## Records to process

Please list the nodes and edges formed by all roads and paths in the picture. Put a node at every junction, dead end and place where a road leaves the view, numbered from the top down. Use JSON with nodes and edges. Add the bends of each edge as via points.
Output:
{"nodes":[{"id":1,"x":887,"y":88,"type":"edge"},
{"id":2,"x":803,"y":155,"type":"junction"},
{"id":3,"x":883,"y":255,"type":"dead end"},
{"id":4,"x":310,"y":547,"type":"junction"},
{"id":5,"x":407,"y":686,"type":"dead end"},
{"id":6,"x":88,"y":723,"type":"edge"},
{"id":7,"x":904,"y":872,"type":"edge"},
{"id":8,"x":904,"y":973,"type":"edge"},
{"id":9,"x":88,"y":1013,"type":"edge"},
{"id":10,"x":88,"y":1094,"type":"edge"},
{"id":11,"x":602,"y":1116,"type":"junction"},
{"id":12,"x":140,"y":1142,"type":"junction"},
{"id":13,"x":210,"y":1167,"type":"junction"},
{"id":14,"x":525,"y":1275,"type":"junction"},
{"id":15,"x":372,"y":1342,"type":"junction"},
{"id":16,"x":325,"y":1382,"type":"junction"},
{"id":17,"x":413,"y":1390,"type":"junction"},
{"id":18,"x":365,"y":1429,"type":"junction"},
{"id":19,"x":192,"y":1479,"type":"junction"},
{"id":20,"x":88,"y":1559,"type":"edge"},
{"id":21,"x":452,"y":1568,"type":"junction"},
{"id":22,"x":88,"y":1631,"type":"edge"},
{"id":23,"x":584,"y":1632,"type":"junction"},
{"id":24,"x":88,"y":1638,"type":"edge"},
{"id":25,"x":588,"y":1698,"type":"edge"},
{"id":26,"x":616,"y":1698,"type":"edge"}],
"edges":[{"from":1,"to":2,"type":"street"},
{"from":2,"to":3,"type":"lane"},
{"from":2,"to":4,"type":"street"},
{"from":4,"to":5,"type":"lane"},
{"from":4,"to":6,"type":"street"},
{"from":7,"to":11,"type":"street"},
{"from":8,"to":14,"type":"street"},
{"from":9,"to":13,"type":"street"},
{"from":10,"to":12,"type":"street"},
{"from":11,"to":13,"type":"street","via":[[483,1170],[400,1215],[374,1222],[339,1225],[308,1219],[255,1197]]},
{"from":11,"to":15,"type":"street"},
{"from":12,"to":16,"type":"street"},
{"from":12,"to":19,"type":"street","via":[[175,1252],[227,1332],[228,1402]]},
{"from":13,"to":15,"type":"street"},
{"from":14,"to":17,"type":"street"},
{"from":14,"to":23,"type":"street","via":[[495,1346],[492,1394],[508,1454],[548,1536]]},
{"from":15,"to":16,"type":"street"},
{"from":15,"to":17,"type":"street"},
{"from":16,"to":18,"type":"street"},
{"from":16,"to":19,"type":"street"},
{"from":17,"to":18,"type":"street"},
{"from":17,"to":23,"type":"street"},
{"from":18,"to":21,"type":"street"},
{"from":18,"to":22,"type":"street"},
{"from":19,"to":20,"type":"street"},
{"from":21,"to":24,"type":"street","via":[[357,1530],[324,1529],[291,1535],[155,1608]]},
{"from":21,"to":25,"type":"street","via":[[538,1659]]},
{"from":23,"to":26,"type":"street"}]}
==
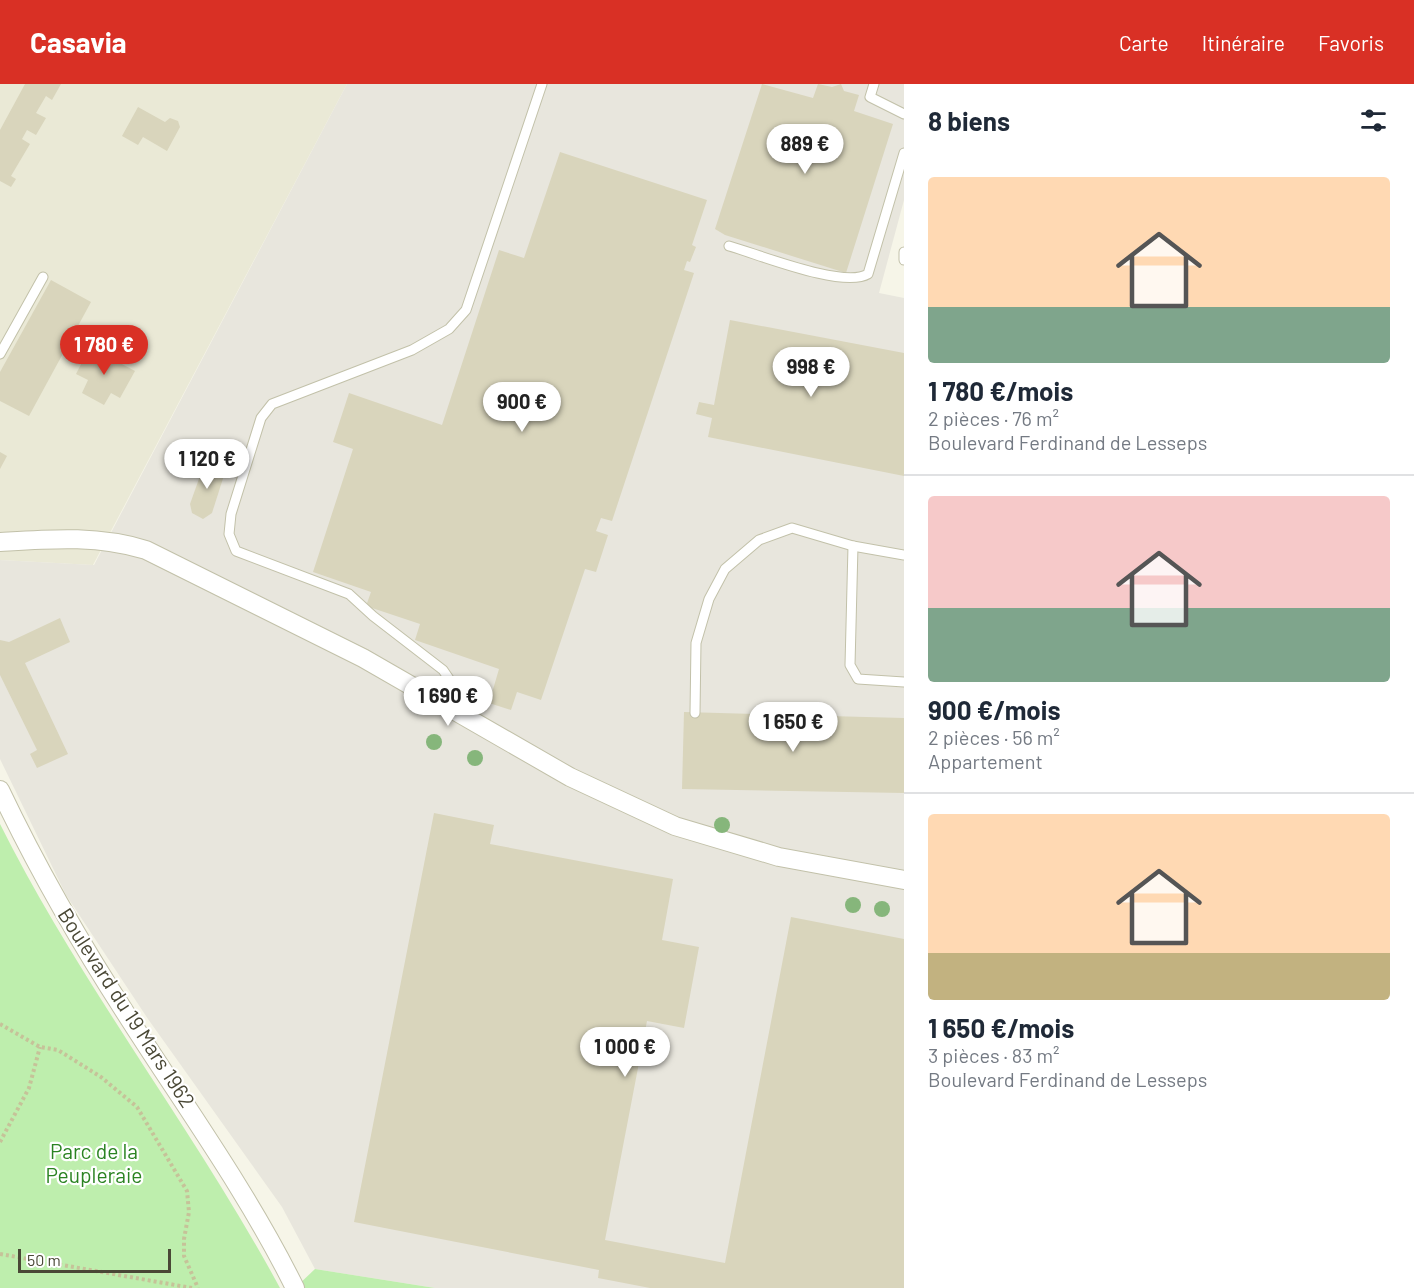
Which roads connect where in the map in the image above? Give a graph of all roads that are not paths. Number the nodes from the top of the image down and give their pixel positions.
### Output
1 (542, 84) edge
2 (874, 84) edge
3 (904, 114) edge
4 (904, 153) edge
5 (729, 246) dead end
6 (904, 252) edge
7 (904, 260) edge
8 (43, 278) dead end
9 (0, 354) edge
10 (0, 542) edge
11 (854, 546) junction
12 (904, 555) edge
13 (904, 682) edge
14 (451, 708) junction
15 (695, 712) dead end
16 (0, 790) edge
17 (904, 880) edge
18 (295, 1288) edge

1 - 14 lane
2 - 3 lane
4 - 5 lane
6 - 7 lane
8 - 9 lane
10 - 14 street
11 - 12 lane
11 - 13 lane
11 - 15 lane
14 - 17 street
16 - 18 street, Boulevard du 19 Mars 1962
--
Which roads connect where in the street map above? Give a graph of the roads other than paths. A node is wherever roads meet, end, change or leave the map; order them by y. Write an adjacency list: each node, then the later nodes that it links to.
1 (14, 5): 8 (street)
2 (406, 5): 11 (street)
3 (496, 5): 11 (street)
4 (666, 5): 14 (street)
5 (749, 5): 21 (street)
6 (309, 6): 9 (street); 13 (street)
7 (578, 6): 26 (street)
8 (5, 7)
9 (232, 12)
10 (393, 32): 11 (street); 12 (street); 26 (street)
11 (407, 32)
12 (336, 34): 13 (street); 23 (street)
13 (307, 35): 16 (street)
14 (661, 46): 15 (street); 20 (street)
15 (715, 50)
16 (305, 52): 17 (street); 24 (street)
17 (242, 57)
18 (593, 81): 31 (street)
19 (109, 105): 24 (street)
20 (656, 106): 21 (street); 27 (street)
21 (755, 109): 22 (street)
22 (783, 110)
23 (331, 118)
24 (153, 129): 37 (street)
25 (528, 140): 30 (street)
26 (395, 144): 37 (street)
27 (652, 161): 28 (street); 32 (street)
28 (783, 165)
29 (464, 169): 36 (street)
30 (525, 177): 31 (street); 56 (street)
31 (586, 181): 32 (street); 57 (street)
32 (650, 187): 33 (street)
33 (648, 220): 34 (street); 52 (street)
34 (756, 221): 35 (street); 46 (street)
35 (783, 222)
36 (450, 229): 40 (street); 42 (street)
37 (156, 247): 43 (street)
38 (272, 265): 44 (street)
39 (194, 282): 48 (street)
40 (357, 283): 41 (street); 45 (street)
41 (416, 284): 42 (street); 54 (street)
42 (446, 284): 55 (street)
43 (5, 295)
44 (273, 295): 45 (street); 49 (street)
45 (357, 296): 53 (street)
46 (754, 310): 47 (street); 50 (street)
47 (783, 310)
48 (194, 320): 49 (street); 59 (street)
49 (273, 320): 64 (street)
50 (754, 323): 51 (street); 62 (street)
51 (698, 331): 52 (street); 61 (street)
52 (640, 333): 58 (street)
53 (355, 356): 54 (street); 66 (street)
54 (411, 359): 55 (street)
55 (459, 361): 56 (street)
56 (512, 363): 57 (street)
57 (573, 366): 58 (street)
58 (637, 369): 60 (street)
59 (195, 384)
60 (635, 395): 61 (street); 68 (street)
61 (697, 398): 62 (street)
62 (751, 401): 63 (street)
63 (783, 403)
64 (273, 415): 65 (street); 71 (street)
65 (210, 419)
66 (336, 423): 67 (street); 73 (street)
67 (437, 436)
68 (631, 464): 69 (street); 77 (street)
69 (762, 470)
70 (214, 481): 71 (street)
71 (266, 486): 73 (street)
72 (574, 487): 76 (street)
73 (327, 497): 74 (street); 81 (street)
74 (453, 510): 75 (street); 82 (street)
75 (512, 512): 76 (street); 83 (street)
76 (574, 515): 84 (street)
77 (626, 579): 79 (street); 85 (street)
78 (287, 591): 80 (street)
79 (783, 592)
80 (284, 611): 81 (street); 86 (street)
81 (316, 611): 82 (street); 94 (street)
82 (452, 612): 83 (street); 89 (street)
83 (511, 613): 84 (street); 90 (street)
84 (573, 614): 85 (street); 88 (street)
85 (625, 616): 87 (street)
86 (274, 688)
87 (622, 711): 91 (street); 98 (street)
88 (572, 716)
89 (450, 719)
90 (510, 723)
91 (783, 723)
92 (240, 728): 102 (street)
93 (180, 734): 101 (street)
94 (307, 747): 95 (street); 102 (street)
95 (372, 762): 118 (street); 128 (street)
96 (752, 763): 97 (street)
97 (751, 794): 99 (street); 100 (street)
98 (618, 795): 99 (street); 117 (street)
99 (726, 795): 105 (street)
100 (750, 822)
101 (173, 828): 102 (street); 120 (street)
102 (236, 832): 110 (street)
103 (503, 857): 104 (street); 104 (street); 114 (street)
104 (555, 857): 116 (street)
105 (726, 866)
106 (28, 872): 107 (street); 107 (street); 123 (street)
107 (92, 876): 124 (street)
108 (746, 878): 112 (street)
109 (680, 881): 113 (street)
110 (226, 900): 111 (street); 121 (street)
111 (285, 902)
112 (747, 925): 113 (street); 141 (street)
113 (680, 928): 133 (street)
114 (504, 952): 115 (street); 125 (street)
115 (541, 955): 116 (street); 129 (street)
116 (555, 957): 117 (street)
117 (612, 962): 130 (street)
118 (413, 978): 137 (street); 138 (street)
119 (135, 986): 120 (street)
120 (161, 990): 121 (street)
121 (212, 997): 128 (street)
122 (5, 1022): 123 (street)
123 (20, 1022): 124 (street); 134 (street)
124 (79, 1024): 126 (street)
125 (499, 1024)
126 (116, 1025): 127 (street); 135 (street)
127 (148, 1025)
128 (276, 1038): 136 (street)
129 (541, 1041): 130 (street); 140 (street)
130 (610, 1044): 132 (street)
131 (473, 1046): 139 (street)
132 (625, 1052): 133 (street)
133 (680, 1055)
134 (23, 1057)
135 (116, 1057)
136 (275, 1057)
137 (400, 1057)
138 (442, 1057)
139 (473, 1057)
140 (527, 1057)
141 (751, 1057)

## Exercise brief
Scan the preceding listing for the string "down" and copy every line where it occurs.

## Exercise solution
Please list the nodes and edges formed by all roads and paths in the picture. Put a node at every junction, dead end and place where a road leaves the view, numbered from the top down. Use JSON with nodes and edges. Add the bends of each edge as via points.
Which roads connect where in the map in the image above? Give a graph of all roads that are not paths. Number the nodes from the top of the image down and give their pixel positions.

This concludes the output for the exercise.